[Start of section]

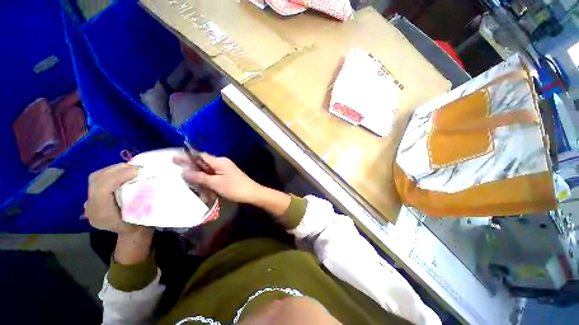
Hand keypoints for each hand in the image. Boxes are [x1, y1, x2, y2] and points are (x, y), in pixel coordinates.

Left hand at [86, 163, 144, 234]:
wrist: (131, 232)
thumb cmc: (141, 223)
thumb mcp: (144, 214)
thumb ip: (142, 199)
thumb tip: (147, 180)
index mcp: (102, 214)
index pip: (103, 189)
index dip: (119, 176)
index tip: (139, 170)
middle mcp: (91, 207)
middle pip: (97, 180)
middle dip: (117, 169)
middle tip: (137, 167)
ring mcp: (89, 201)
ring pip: (96, 177)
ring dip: (115, 169)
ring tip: (132, 167)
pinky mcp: (93, 195)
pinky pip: (99, 178)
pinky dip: (112, 171)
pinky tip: (124, 171)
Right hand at [173, 153, 262, 204]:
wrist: (251, 193)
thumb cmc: (234, 188)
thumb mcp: (215, 183)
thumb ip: (199, 177)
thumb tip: (184, 171)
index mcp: (219, 161)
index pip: (200, 156)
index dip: (187, 157)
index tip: (173, 158)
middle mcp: (222, 162)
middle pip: (203, 163)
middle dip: (193, 169)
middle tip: (181, 175)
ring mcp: (225, 169)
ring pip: (208, 171)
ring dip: (200, 178)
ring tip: (192, 185)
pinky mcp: (227, 175)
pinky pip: (214, 176)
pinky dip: (208, 181)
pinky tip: (205, 190)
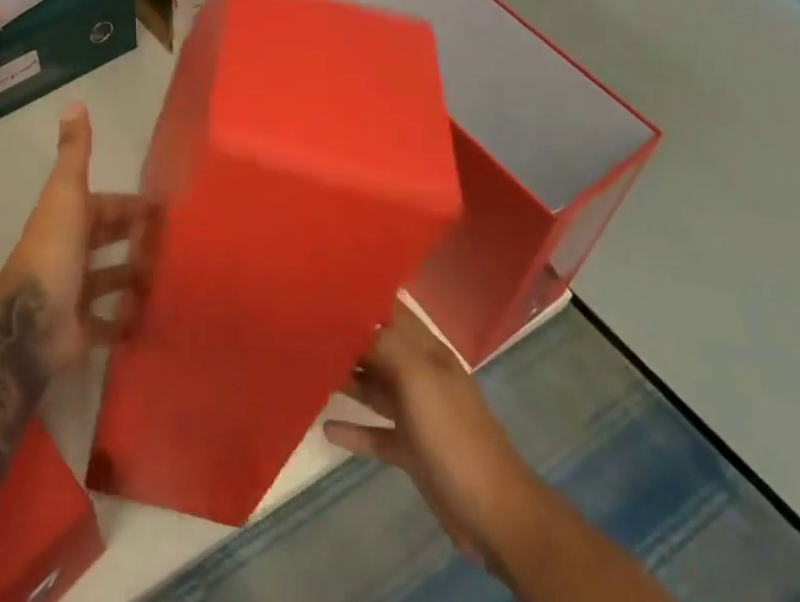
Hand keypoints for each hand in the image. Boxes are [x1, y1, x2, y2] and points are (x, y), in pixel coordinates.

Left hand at [0, 103, 142, 373]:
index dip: (128, 205)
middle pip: (106, 241)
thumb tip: (74, 101)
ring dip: (133, 278)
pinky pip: (108, 324)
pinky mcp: (80, 331)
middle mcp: (69, 253)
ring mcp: (73, 293)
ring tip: (169, 277)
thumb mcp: (66, 191)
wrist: (30, 323)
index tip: (162, 210)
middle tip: (173, 243)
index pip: (102, 206)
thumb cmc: (53, 249)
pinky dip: (126, 321)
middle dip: (134, 238)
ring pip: (108, 281)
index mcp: (67, 219)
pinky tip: (152, 316)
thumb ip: (75, 151)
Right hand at [325, 300, 529, 572]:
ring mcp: (417, 415)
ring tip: (309, 367)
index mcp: (427, 352)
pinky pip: (376, 433)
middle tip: (305, 325)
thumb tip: (350, 316)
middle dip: (347, 337)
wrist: (494, 515)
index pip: (391, 311)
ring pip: (375, 387)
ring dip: (347, 378)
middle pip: (378, 347)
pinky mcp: (411, 451)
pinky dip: (354, 430)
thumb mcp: (418, 379)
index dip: (362, 297)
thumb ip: (383, 344)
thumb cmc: (454, 436)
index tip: (325, 285)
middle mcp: (420, 375)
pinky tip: (326, 428)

[End of section]

__What you should do__. Your answer should consist of the lines above between those holding "index pip: (200, 156)" and "index mcp: (67, 219)", inclusive, reproduced word for word and without pictures.

__Output for this exercise__.
index pip: (200, 156)
index dip: (187, 157)
index tip: (173, 158)
middle mcp: (222, 162)
middle pip: (203, 163)
middle dip: (193, 169)
middle tip: (181, 175)
ring mcp: (225, 169)
ring pip: (208, 171)
ring dip: (200, 178)
ring tip: (192, 185)
pinky mcp: (227, 175)
pinky pip: (214, 176)
pinky dip: (208, 181)
pinky tip: (205, 190)
Hand keypoints for each hand in the image. Boxes are [x1, y1, x2, y2] and points are (x, y), in pixel coordinates.

Left hand at [0, 103, 142, 373]:
index dip: (128, 205)
middle pip: (106, 241)
thumb tip: (74, 101)
ring dip: (133, 278)
pinky pip: (108, 324)
pinky mcp: (80, 331)
middle mcp: (69, 253)
ring mcp: (73, 293)
ring tip: (169, 277)
thumb mcp: (66, 191)
wrist: (30, 323)
index tip: (162, 210)
middle tip: (173, 243)
index pip: (102, 206)
thumb cmc: (53, 249)
pinky dip: (126, 321)
middle dip: (134, 238)
ring pip: (108, 281)
index mcp: (67, 219)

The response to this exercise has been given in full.